Interactive global illumination using NVIDIA’s CUDA

14 Feb 2010

Currently I prepare my “Diplomarbeit” (German Master’s thesis equivalent) about interactive global illumination on the GPU (Graphics Processing Unit). The exact topic of the thesis is not fixed yet. I use the paper

An Efficient GPU-based Approach for Interactive Global Illumination
Rui Wang, Rui Wang, Kun Zhou, Minghao Pan, Hujun Bao
ACM Transactions on Graphics, Vol. 28, No. 3, August 2009

as a starting point. Since I’m very interested in writing and testing my own sample application, I decided to explore NVIDIA’s CUDA (Compute Unified Device Architecture) development kit. Based on my experiments with CUDA I want to define the exact topic of the thesis.

As CUDA is just an extension of the well known C programming language, it wasn’t too challenging to get started. After some time I chose to implement a simple CUDA-based ray tracer to start my application. I began with porting parts of my Java-based ray tracer I had written while working on courses about computer graphics. To import scene models I currently use the Open Asset Import Library. It met my requirements as I currently want triangle data (vertices, normals and colors) only.

The latest version of the application performs the following tasks directly on the GPU:

  • Generation of rays (both primary and secondary rays)
  • Ray-triangle-intersection test
  • Shadow ray generation and intersection
  • Phong shading at found intersection points

It has to be noted that there is no acceleration data structure (to speed up intersection search) yet.

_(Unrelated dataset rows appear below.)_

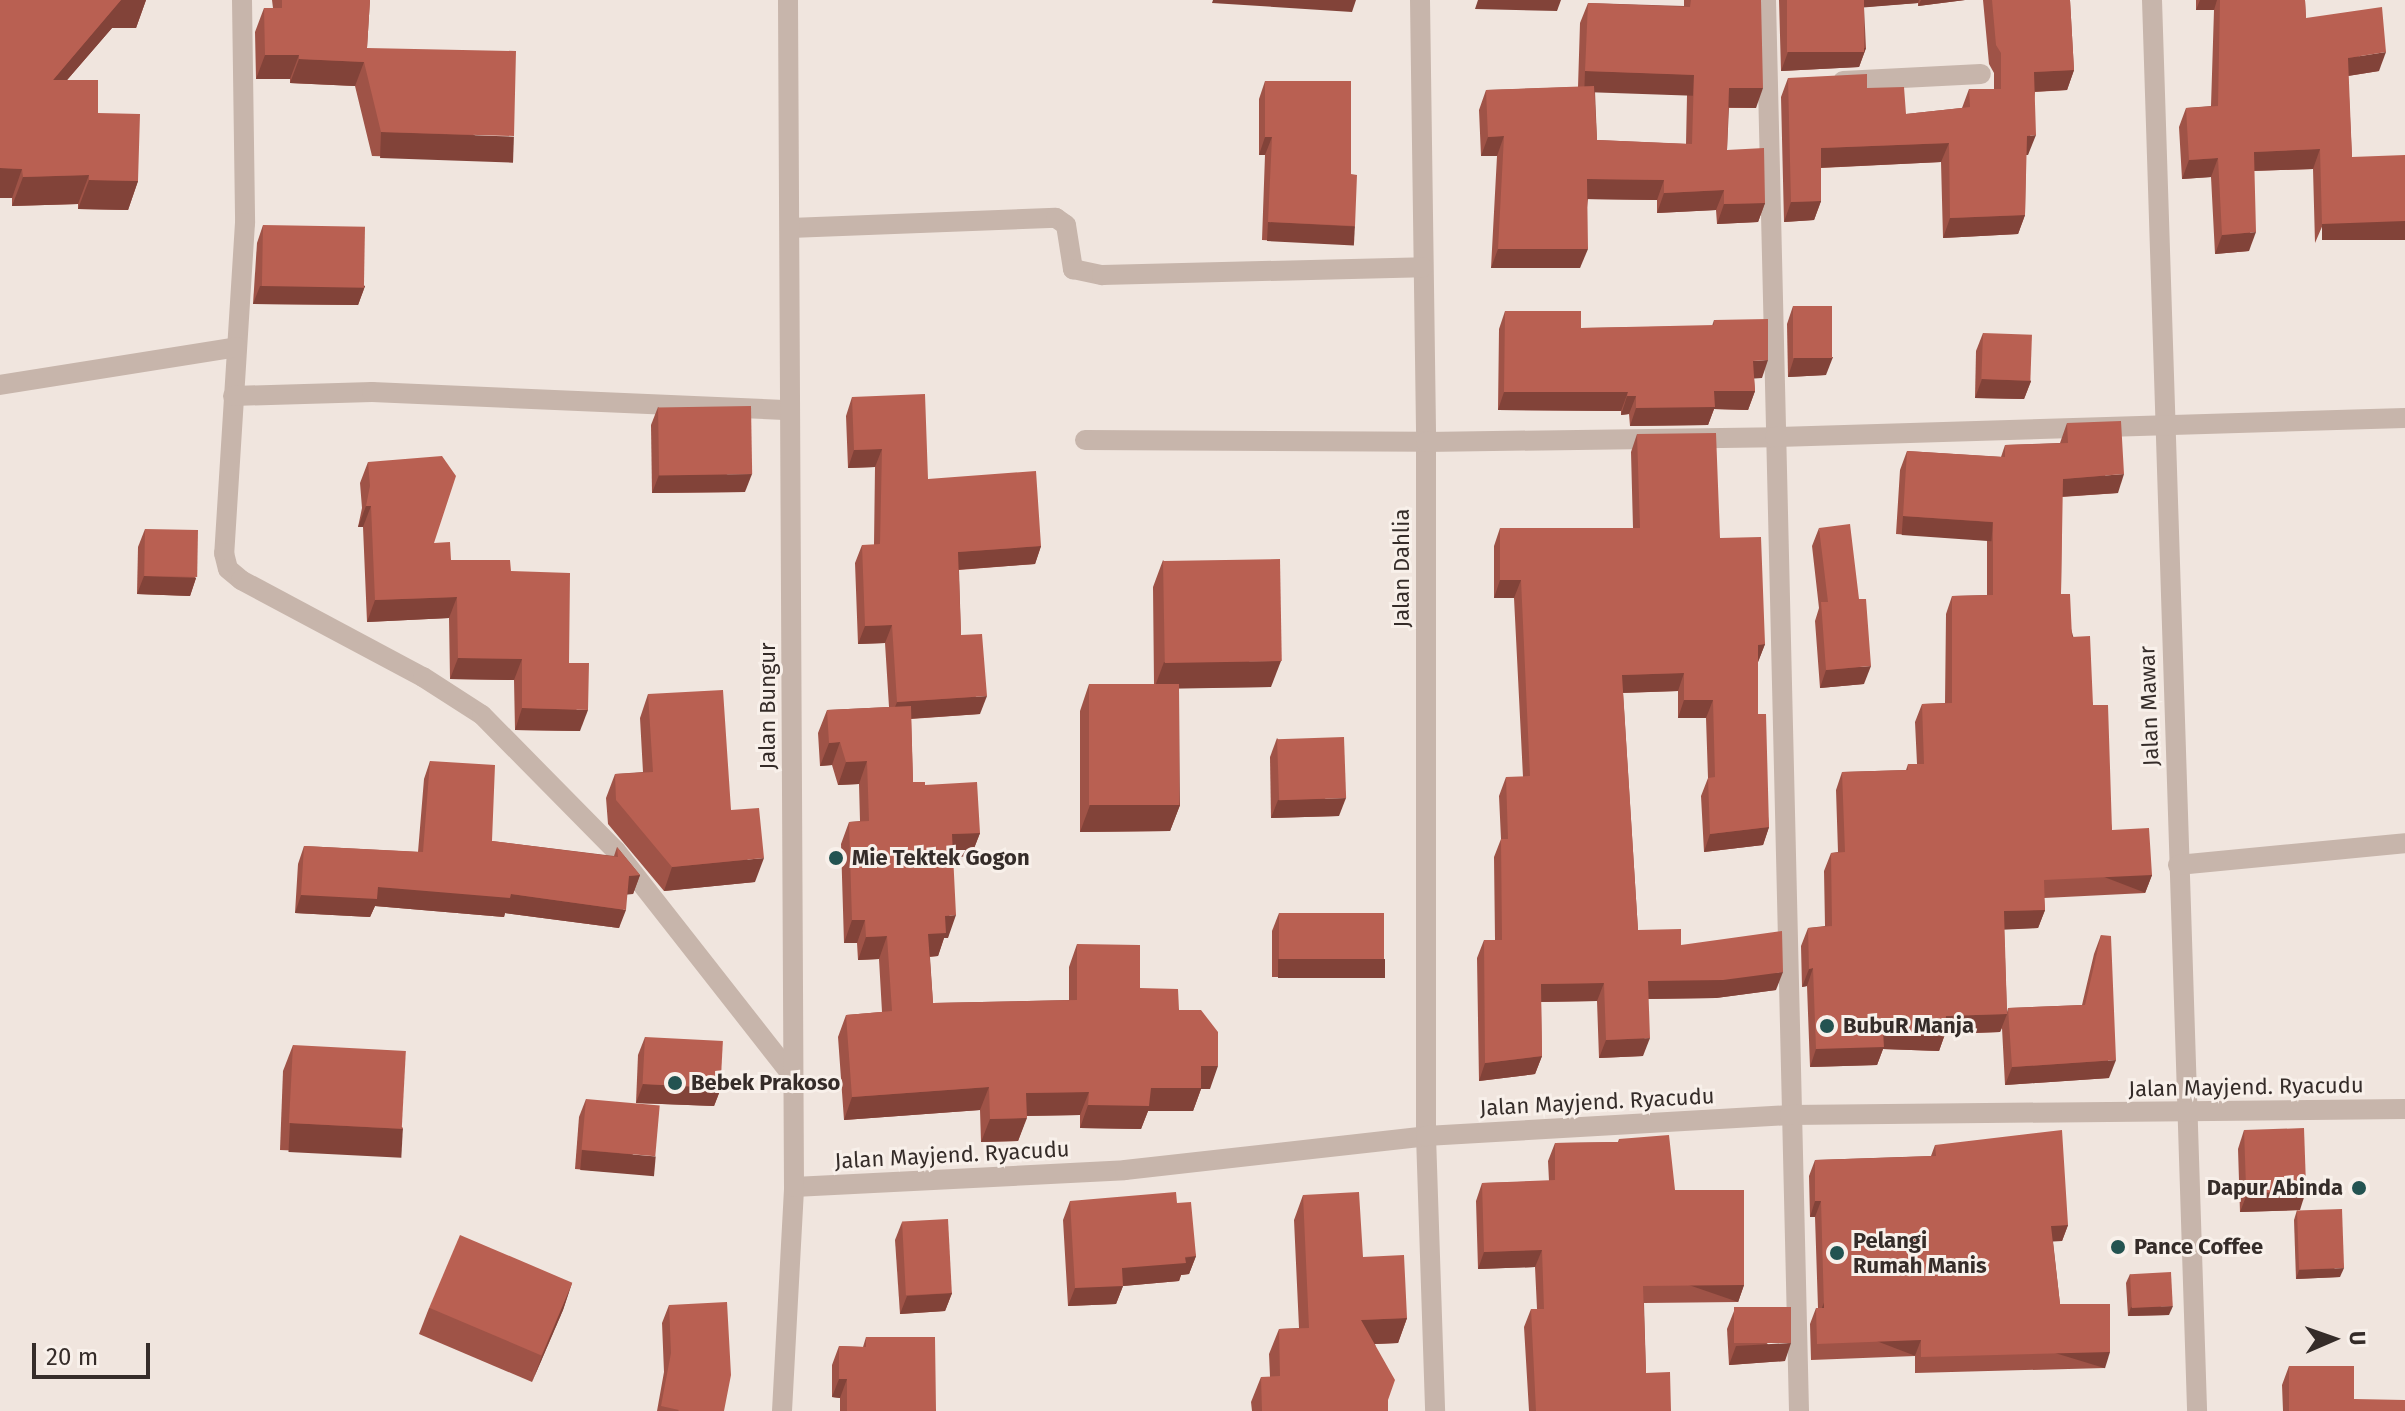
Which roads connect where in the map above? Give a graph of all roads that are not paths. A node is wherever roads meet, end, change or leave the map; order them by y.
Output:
1 (242, 0) edge
2 (788, 0) edge
3 (1420, 0) edge
4 (1766, 0) edge
5 (2152, 0) edge
6 (1981, 74) dead end
7 (1816, 83) edge
8 (790, 228) junction
9 (1423, 267) junction
10 (237, 347) junction
11 (0, 385) edge
12 (233, 396) junction
13 (790, 410) junction
14 (2405, 418) edge
15 (2164, 426) junction
16 (1775, 437) junction
17 (1085, 440) dead end
18 (1426, 442) junction
19 (2405, 843) edge
20 (2178, 865) junction
21 (793, 1077) junction
22 (2405, 1109) edge
23 (2185, 1112) junction
24 (1790, 1115) junction
25 (1426, 1136) junction
26 (794, 1187) junction
27 (782, 1411) edge
28 (1435, 1411) edge
29 (1799, 1411) edge
30 (2197, 1411) edge

1 - 10 street
2 - 8 street, Jalan Bungur
3 - 9 street, Jalan Dahlia
4 - 16 street
5 - 15 street, Jalan Mawar
6 - 7 street
8 - 9 street
8 - 13 street, Jalan Bungur
9 - 18 street, Jalan Dahlia
10 - 11 street
10 - 12 street
12 - 13 street
12 - 21 street
13 - 21 street, Jalan Bungur
14 - 15 street
15 - 16 street
15 - 20 street, Jalan Mawar
16 - 18 street
16 - 24 street
17 - 18 street
18 - 25 street, Jalan Dahlia
19 - 20 street
20 - 23 street, Jalan Mawar
21 - 26 street, Jalan Bungur
22 - 23 street, Jalan Mayjend. Ryacudu
23 - 24 street, Jalan Mayjend. Ryacudu
23 - 30 street, Jalan Mawar
24 - 25 street, Jalan Mayjend. Ryacudu
24 - 29 street
25 - 26 street, Jalan Mayjend. Ryacudu
25 - 28 street, Jalan Dahlia
26 - 27 street, Jalan Bungur

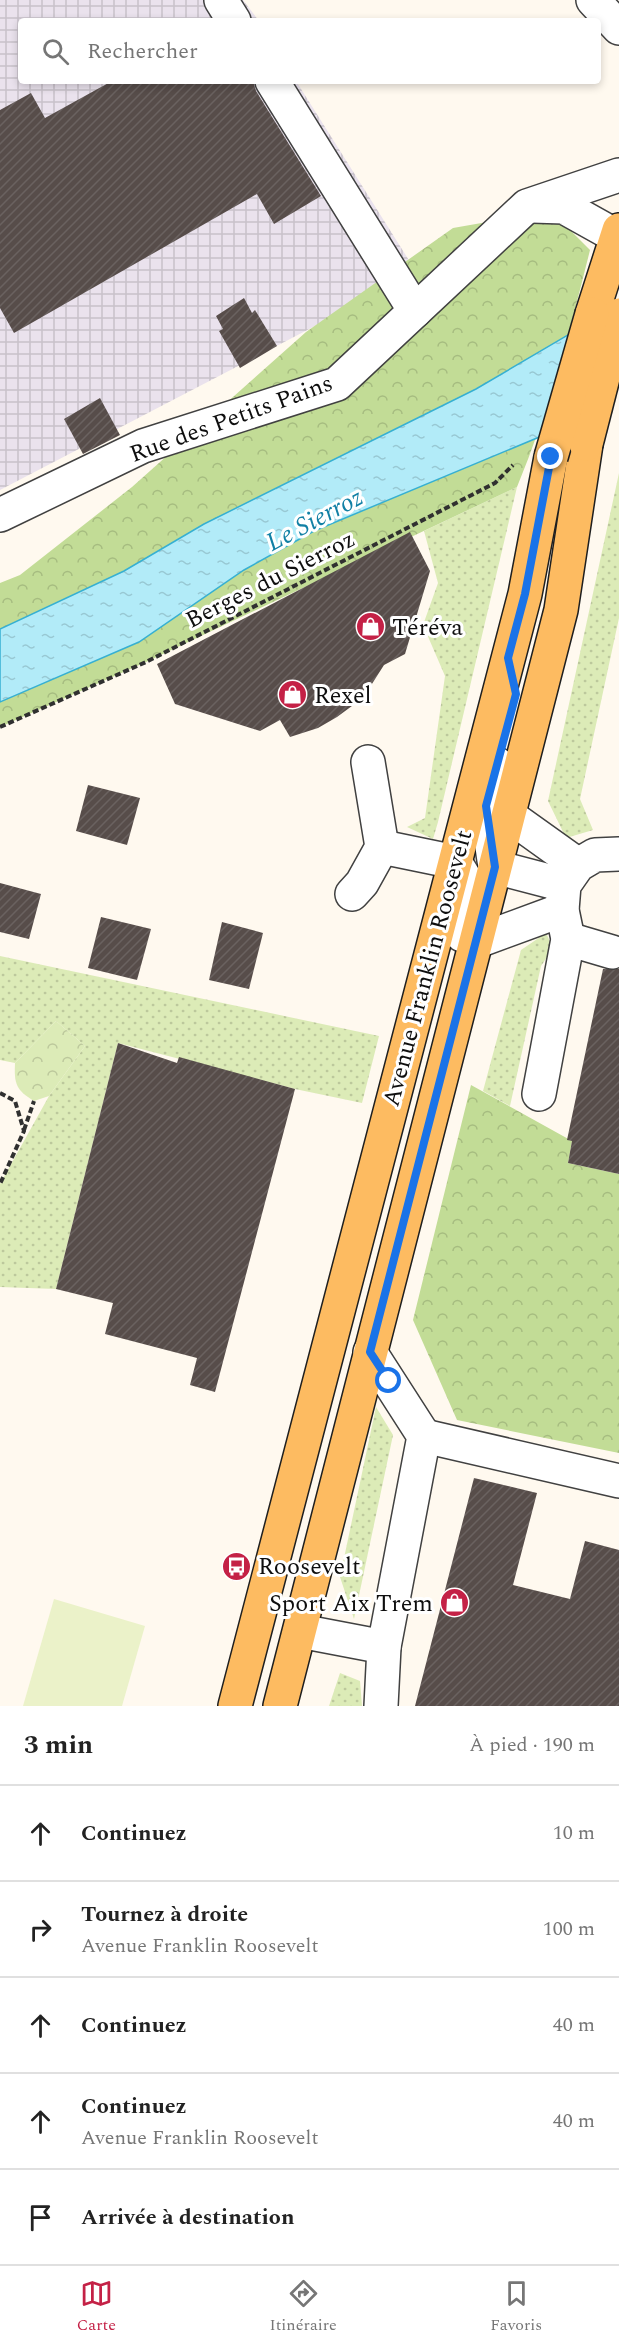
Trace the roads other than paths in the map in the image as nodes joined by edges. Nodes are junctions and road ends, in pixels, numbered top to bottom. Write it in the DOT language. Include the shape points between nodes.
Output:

Therefore a bruteforce approach is taken which tests each ray against all triangles. Because of this I only work with very small scenes consisting of less than 100 triangles. One prominent example for such scenes is the Cornell Box scene. I use a simplified variant of that scene as I only need some basic scene information.

The following screenshot shows this Cornell Box variant rendered with my CUDA-based ray tracer at 512×512 resolution. To improve quality it was generated using simple 2×2-supersampling. I deactivated secondary rays since the model had no reflection or transmission material properties.

On my NVIDIA GeForce GTS 250 I get about 12 fps. Before I optimize the raytracer or add other features such as photon mapping I want to implement an acceleration data structure, specifically the kd-tree as described in

Real-Time KD-Tree Construction on Graphics Hardware
Kun Zhou, Qiming Hou, Rui Wang, Baining Guo
ACM Transactions on Graphics, Vol. 27, No. 5, December 2008

For now I will not upload any files or source code. I plan to do that when everything is a little more stable and optimized.


Please note that it's not possible to submit additional comments. The comment form did not make it into this version of my site.

By: WangPeng 12 Apr 2010

Dear Mathias:
Thank you for solving my problems about the kdtree a few days ago!
This Wensday I will have to give a talk on the “An Efficient GPU-based Approach for Interactive Global Illumination” at the front of my fellow. But I was stuck in the “illumination cut” of that paper. I will be very grateful if you can extricate me from the confusion.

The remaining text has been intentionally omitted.